Answer B. This test gives the dermatologist information about the brittleness or fragility of your hair strands. This test is useful when one suspects a hair shaft abnormality, which causes hair strands to weaken and break. The extracted hair should then be placed on a white card or sheet of paper to better visualize the hair shafts and determine the percentage of hairs are affected. You can also use a “card test,” where the hair is placed over a white surface while still in the scalp. This will allow you to visualize changes in situ (such as the broomstick appearance of trichorrhexis nodosa).
Question 8: How do you extract hair?
- Extracting hair is when you grab the base of a hair with a clamp or needle holder, quickly yank the hair out, and then place it under significant magnification or a microscope.
- Extracting hair is what you do on a hair pull test.
- Extracting hair is the best way to examine telogen hair.
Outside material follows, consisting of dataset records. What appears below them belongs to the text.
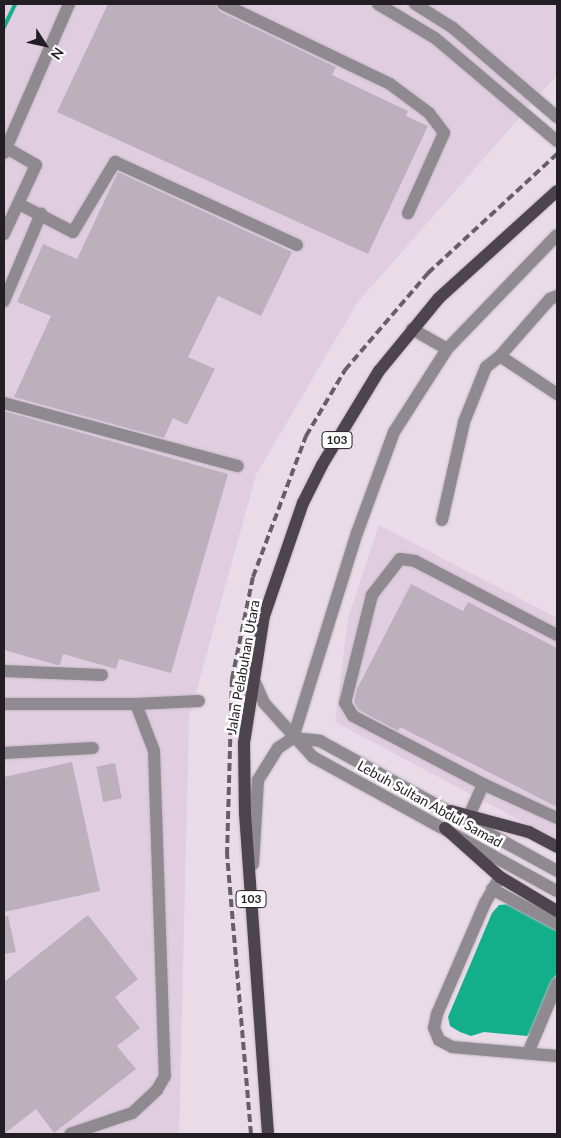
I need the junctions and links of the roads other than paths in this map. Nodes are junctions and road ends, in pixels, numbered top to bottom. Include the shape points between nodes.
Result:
1 (69, 4) edge
2 (223, 4) edge
3 (378, 4) edge
4 (415, 4) edge
5 (557, 117) edge
6 (557, 141) edge
7 (5, 151) edge
8 (557, 181) edge
9 (557, 191) edge
10 (19, 204) junction
11 (408, 213) dead end
12 (41, 214) junction
13 (4, 234) edge
14 (557, 236) edge
15 (297, 245) dead end
16 (495, 245) junction
17 (557, 296) edge
18 (4, 301) edge
19 (412, 329) junction
20 (447, 349) junction
21 (500, 356) junction
22 (557, 394) edge
23 (4, 403) edge
24 (238, 466) dead end
25 (442, 520) dead end
26 (557, 635) edge
27 (4, 671) edge
28 (102, 675) dead end
29 (253, 678) junction
30 (198, 701) dead end
31 (4, 704) edge
32 (136, 704) junction
33 (293, 738) junction
34 (93, 748) dead end
35 (4, 753) edge
36 (483, 784) junction
37 (451, 811) junction
38 (469, 816) junction
39 (557, 818) edge
40 (446, 828) junction
41 (557, 847) edge
42 (557, 871) edge
43 (500, 877) junction
44 (492, 889) junction
45 (251, 891) junction
46 (557, 891) edge
47 (557, 911) edge
48 (557, 924) edge
49 (557, 984) edge
50 (528, 1053) junction
51 (557, 1056) edge
52 (267, 1128) edge
53 (70, 1134) edge

1 - 7 street
2 - 11 street via 390,84 429,113 444,133
3 - 6 street via 436,38
4 - 5 street via 453,28
7 - 10 street via 36,165
8 - 16 main road, 103
9 - 16 main road
10 - 12 street
10 - 13 street
12 - 15 street via 73,232 115,162
12 - 18 street
14 - 20 street
16 - 19 main road, Jalan Pelabuhan Utara / 103
17 - 21 street via 550,299
19 - 20 street
19 - 29 main road, Jalan Pelabuhan Utara / 103 via 353,413 304,503 264,616
20 - 33 street via 394,432 356,533
21 - 22 street
21 - 25 street via 486,367 464,422
23 - 24 street
26 - 36 street via 415,561 400,559 372,595 345,703 353,716
27 - 28 street
29 - 33 street, Lebuh Sultan Abdul Samad via 264,702
29 - 45 main road, Jalan Pelabuhan Utara / 103 via 244,743
30 - 32 street
31 - 32 street
32 - 53 street via 154,751 158,788 165,1076 157,1090 132,1113
33 - 37 street, Lebuh Sultan Abdul Samad via 320,740
33 - 40 street, Lebuh Sultan Abdul Samad via 320,761
33 - 45 street via 278,748 258,780
34 - 35 street
36 - 38 street
36 - 39 street
37 - 38 main road
37 - 42 street, Lebuh Sultan Abdul Samad
38 - 41 main road via 529,832
40 - 43 main road
40 - 46 street, Lebuh Sultan Abdul Samad
43 - 44 street
43 - 47 main road
44 - 48 street
44 - 50 street via 437,1014 434,1028 439,1040 452,1047
45 - 52 main road, Jalan Pelabuhan Utara / 103
49 - 50 street
50 - 51 street

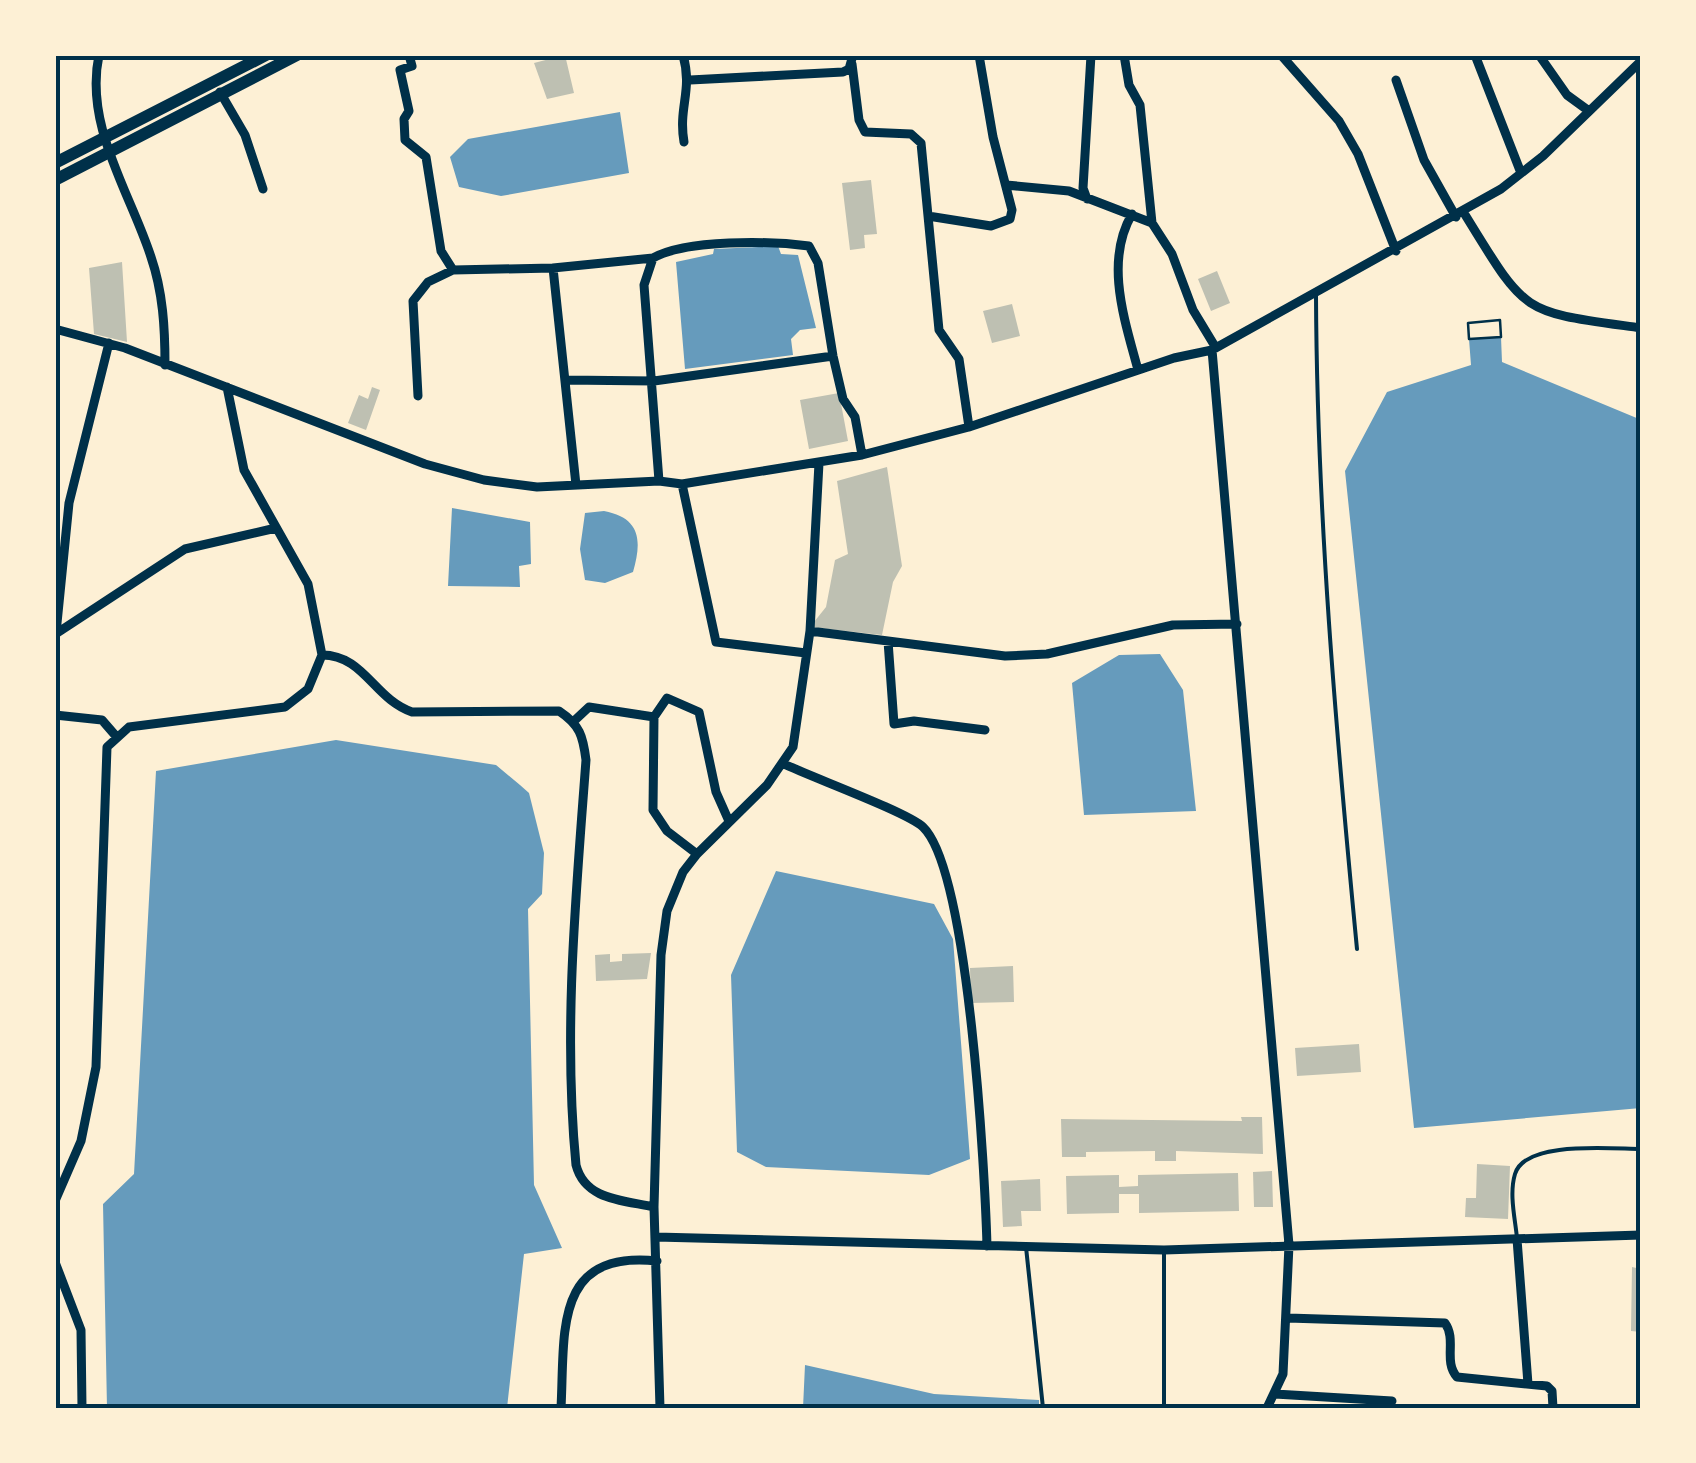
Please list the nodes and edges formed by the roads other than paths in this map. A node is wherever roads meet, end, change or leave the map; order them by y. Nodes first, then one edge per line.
1 (99, 55) edge
2 (266, 55) edge
3 (298, 55) edge
4 (409, 55) edge
5 (682, 55) edge
6 (979, 55) edge
7 (1091, 55) edge
8 (1124, 55) edge
9 (1280, 55) edge
10 (1475, 55) edge
11 (1539, 55) edge
12 (852, 60) edge
13 (1641, 61) edge
14 (690, 80) junction
15 (1396, 80) dead end
16 (220, 92) junction
17 (1589, 112) junction
18 (684, 142) dead end
19 (107, 145) junction
20 (55, 163) edge
21 (1521, 174) junction
22 (55, 180) edge
23 (1006, 185) junction
24 (263, 189) dead end
25 (1087, 199) junction
26 (1132, 214) junction
27 (1460, 215) junction
28 (928, 216) junction
29 (1152, 222) junction
30 (1396, 251) junction
31 (653, 258) junction
32 (552, 268) junction
33 (453, 270) junction
34 (1316, 291) junction
35 (1641, 328) edge
36 (55, 329) edge
37 (109, 343) junction
38 (1214, 349) junction
39 (832, 356) junction
40 (164, 365) junction
41 (1138, 370) junction
42 (564, 380) junction
43 (654, 381) junction
44 (228, 387) junction
45 (418, 396) dead end
46 (969, 428) junction
47 (862, 455) junction
48 (819, 463) junction
49 (659, 480) junction
50 (682, 484) junction
51 (576, 485) junction
52 (276, 528) junction
53 (1238, 624) junction
54 (810, 631) junction
55 (56, 633) edge
56 (888, 641) junction
57 (322, 654) junction
58 (806, 654) junction
59 (55, 715) edge
60 (654, 717) junction
61 (574, 721) junction
62 (985, 730) dead end
63 (116, 735) junction
64 (784, 764) junction
65 (728, 819) junction
66 (696, 854) junction
67 (1357, 949) dead end
68 (1641, 1149) edge
69 (55, 1201) edge
70 (654, 1207) junction
71 (1641, 1235) edge
72 (656, 1237) junction
73 (1517, 1239) junction
74 (1289, 1245) junction
75 (988, 1246) junction
76 (1026, 1247) junction
77 (1164, 1250) junction
78 (657, 1261) junction
79 (55, 1262) edge
80 (1288, 1318) junction
81 (1528, 1384) junction
82 (1274, 1394) junction
83 (1392, 1401) dead end
84 (82, 1408) edge
85 (561, 1408) edge
86 (660, 1408) edge
87 (1043, 1408) edge
88 (1164, 1408) edge
89 (1267, 1408) edge
90 (1553, 1408) edge

1 - 19 street
2 - 19 main road
3 - 16 main road
4 - 33 street
5 - 14 street
6 - 23 street
7 - 25 street
8 - 29 street
9 - 30 street
10 - 21 street
11 - 17 street
12 - 14 street
12 - 28 street
13 - 17 street
14 - 18 street
15 - 27 street
16 - 19 main road
16 - 24 street
17 - 21 street
19 - 20 main road
19 - 22 main road
19 - 40 street
21 - 27 street
23 - 25 street
23 - 28 street
25 - 26 street
26 - 29 street
26 - 41 street
27 - 30 street
27 - 35 street
28 - 46 street
29 - 38 street
30 - 34 street
31 - 32 street
31 - 39 street
31 - 43 street
32 - 33 street
32 - 42 street
33 - 45 street
34 - 38 street
34 - 67 lane
36 - 37 street
37 - 40 street
37 - 55 street
38 - 41 street
38 - 53 street
39 - 43 street
39 - 47 street
40 - 44 street
41 - 46 street
42 - 43 street
42 - 51 street
43 - 49 street
44 - 51 street
44 - 52 street
46 - 47 street
47 - 48 street
48 - 50 street
48 - 54 street
49 - 50 street
49 - 51 street
50 - 58 street
52 - 55 street
52 - 57 street
53 - 56 street
53 - 74 street
54 - 56 street
54 - 58 street
56 - 62 street
57 - 61 street
57 - 63 street
58 - 64 street
59 - 63 street
60 - 61 street
60 - 65 street
60 - 66 street
61 - 70 street
63 - 69 street
64 - 65 street
64 - 75 street
65 - 66 street
66 - 70 street
68 - 73 lane
70 - 72 street
71 - 73 street
72 - 75 street
72 - 78 street
73 - 74 street
73 - 81 street
74 - 77 street
74 - 80 street
75 - 76 street
76 - 77 street
76 - 87 lane
77 - 88 lane
78 - 85 street
78 - 86 street
79 - 84 street
80 - 81 street
80 - 82 street
81 - 90 street
82 - 83 street
82 - 89 street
Question 9: What is the purpose of extracting hair?
- Extracting hair is the only way to see the full length of the hair – whether it is in anagen, telogen or broken from a hair shaft abnormality.
- Extracting hair is the best non-surgical way of examining the root/bulb.
- If you were to suspect a hair shaft abnormality from the hair tug test, then this gives you better clarity by being able to view the entire hair shaft and root under the microscope.
Answer: All the above. Examining extracted hairs under a magnifier or microscope can be helpful in several situations. This includes distinguishing between anagen hairs (found in loose anagen syndrome, anagen effluvium, and primary scarring alopecias) from telogen hairs seen in telogen effluvium. You can also magnify the hair shaft to evaluate for structural hair abnormalities such as trichorrhexis invaginata, monilethrix, trichorrhexis nodosa, etc.
Question 10: What is the main difference between the appearance of anagen and telogen hairs?
- The appearance of the bulb.
- The appearance of the shaft.
Answer A. The best way to distinguish anagen hairs from telogen hairs is by examining the appearance of the bulb. In anagen, the bulb has pigment and a surrounding root sheath. Anagen hairs are seen after a strong hair pull test to pull out normal hair or with a gentle pull in anagen effluvium. In telogen, the bulb has a club appearance and lacks pigment. The lack of pigment is due to the cessation of pigment production at the end of the growth phase. Most fallen hairs are typically telogen hairs. They can also can be obtained using a gentle hair pull test.
Question 11: What should you do next after a hair pull test?
- Use trichoscopy.
- Biopsy the scalp.
- It depends upon the clinical situation.
Answer A. Trichoscopy is a simple, non-invasive technique for visualizing the hair shaft and scalp. Details of the hair shaft, hair follicle opening, perifollicular epidermis, and blood vessels can help point toward different hair conditions. A biopsy should be performed when the diagnosis is in question. Trichoscopic findings can be used to guide the biopsy site. For instance, with lichen planopilaris, find an active location with erythema and perifollicular scale and then incorporate this, as well as some normal appearing skin, in the biopsy.